东京的一个案例,与这大阪的“桥屋”在许多方面都有可比处。先是也有个秀气的名字,叫做“气氛之家”。它的面积和“桥屋”相仿,是122平方米。地段面宽略微大了一些,也只有3.5米而已。

“气氛之家”与“桥屋”的一个极大差别在于,它居然把楼梯做进了房子的横腰。只不过宽出一米来,就敢散漫浪费了么?它当然有自圆其说的道理。在这个窄弄堂里,楼梯做成单跑,贴着侧边,在半腰里把长长的进深分成了两截,自然而然地做成一种划分空间的暗示。再者,前面临街的地方,开敞的采光面完全归了正经的起居部分,不再奢侈地只市惠于楼梯上的游走者。

“气氛之家”的建筑语汇比桥屋更要激烈地多,一看就不是一个安分的建筑。桥屋的设计精致,走的则仍是惯熟的通途。“气氛之家”的形象就很有些实验气息了。它在地段贴邻的侧边界上立起两道曲线上沿的混凝土板,两边用的预制板一模一样,但折了一个过儿,互成180度。这个手脚的用意,如果不看房子的外观,就是让我想破了头也猜不出来。设计师省却了大面玻璃的惯例,却给这两道侧帮的外沿整个蒙上了一道大帆布。在结构上支持此一奇异构想的,是两板之间几道横撑的斜梁。混凝土的梁板共同组合成了一个稳固的骨架,外面包裹着的软沓沓的帆布才能胜任建筑“外墙”的功能。这塑性材料把屋顶上沿的双面曲线勾勒出来,古怪地在城市里鼓起一个蜗壳。

这两处房子的设计师在面对同样挑战时,不约而同地选择了与城市相对疏离,仰望天空的做法。

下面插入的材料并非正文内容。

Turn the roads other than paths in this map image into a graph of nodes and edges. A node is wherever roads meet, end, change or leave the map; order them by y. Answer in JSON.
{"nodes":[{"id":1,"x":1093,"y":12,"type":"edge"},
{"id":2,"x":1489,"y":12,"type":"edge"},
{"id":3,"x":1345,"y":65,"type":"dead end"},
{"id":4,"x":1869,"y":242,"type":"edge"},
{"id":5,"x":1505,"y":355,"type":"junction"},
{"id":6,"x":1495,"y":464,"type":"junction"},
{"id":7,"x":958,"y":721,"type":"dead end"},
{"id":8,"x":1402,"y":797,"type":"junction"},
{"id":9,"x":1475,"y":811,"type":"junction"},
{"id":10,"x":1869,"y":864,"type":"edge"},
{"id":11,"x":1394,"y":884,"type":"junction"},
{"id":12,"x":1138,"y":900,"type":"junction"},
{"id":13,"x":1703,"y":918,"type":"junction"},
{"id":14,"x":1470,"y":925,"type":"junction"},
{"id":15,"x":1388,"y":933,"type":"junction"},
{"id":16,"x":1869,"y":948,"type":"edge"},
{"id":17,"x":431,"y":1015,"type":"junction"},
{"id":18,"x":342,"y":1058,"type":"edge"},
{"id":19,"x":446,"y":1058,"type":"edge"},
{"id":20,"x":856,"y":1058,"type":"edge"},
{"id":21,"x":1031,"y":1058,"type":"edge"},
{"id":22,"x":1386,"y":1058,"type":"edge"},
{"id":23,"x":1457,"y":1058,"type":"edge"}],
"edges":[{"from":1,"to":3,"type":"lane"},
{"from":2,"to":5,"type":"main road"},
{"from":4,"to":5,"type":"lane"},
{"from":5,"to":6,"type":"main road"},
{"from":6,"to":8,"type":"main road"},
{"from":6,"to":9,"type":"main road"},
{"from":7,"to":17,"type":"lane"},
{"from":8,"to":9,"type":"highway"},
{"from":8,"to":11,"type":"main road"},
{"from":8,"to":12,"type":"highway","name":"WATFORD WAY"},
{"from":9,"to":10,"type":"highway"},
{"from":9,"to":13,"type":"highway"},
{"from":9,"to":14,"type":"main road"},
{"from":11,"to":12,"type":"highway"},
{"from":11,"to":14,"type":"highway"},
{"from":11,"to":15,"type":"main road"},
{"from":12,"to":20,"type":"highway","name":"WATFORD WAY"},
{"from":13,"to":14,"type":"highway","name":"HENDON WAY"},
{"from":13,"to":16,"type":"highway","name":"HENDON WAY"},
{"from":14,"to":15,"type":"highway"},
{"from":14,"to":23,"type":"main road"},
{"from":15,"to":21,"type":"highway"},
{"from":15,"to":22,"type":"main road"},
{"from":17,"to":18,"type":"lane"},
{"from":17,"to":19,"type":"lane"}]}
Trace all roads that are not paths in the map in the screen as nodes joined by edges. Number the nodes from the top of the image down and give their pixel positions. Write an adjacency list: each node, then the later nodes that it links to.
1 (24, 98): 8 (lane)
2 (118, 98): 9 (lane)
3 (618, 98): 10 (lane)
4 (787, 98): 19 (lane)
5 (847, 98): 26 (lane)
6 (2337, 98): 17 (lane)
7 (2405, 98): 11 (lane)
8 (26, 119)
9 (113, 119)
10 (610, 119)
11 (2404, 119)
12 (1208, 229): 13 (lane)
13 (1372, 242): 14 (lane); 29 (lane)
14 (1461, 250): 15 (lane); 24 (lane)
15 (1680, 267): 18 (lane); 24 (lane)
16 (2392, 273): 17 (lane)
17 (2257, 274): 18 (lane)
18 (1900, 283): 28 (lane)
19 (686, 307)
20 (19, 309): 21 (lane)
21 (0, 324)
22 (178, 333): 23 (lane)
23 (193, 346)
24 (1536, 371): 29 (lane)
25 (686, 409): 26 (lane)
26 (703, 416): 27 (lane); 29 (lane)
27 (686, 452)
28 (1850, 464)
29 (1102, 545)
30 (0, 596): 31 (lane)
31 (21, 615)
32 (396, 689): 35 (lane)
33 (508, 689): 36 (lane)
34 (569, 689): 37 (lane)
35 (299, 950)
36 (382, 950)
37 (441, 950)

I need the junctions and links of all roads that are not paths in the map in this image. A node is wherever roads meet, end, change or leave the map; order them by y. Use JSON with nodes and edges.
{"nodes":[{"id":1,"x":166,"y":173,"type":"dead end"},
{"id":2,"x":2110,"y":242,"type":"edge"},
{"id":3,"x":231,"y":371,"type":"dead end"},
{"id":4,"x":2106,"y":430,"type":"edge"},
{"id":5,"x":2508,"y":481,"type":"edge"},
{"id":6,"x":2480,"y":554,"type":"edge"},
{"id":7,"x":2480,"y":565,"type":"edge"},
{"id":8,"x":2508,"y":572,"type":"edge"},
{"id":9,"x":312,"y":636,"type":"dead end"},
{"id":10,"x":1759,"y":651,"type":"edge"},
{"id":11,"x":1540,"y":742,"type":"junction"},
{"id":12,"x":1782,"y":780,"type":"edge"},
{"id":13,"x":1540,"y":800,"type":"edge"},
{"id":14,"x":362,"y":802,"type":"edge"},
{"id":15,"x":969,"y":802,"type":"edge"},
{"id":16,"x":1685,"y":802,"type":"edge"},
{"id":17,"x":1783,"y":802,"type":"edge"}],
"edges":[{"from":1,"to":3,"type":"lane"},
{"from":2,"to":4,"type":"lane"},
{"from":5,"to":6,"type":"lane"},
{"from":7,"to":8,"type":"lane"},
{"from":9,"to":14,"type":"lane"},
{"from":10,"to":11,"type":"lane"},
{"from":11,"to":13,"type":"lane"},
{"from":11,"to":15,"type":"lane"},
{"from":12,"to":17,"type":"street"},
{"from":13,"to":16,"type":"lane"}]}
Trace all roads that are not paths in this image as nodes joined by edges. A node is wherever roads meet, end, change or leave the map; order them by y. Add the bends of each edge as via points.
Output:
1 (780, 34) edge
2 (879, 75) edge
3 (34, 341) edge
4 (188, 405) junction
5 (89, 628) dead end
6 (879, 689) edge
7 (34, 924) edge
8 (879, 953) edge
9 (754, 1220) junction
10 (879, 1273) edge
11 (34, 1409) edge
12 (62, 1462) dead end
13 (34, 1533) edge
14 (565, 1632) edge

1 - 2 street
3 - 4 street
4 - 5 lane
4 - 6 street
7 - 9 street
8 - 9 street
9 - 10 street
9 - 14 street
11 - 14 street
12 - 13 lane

虽然具体的处理手段各有短长,那思路则是相像的。在城市地段闹中取静,是建筑师常会遇到的一种要求。既要活在市中心,又对生硬嘈杂的机器环境下意识地心生疑忌,仿佛是现代人解不开的一种心病。视线向上只看天,这眼不见为净的回避,至少也算做了一只成功的鸵鸟吧。

这么窄小的城市townhouse在北京有没有出路?我十分怀疑,虽然北京的地价也够吓人。且不论我们有没有原汁原味的商业城市生活的传统,单看建筑自身,在北京就完全不着调。虽然地段小面积小,作为由建筑师量身定做的特体房子,它不属于按标准图纸大批量生产的产品,这先天地决定了它要比一般的房子更贵。如此饶费周章了半天,做成不过是那么小的一个东西,简直要给我们的有钱人丢脸,蜗壳实在无足炫。另一个无法解决的症结是,即在北京城里,社会化产业化的服务也还不能无微不至地渗透生活的每个细节,我们需要在家亲自操持的杂务多多,也就需要更多更复杂的空间细分,而不可能大而化之地以一个大统舱式的简洁空间来虚掉画面。

有什么样的居住者,什么样的城市环境,就一定有相对应的生活方式,相对应的居住建筑。所以,请不要问我,为什么我们身边的新楼盘都那么丑陋平庸——美国的后现代建筑大师文丘里说过,这丑陋平庸也可贵着呢。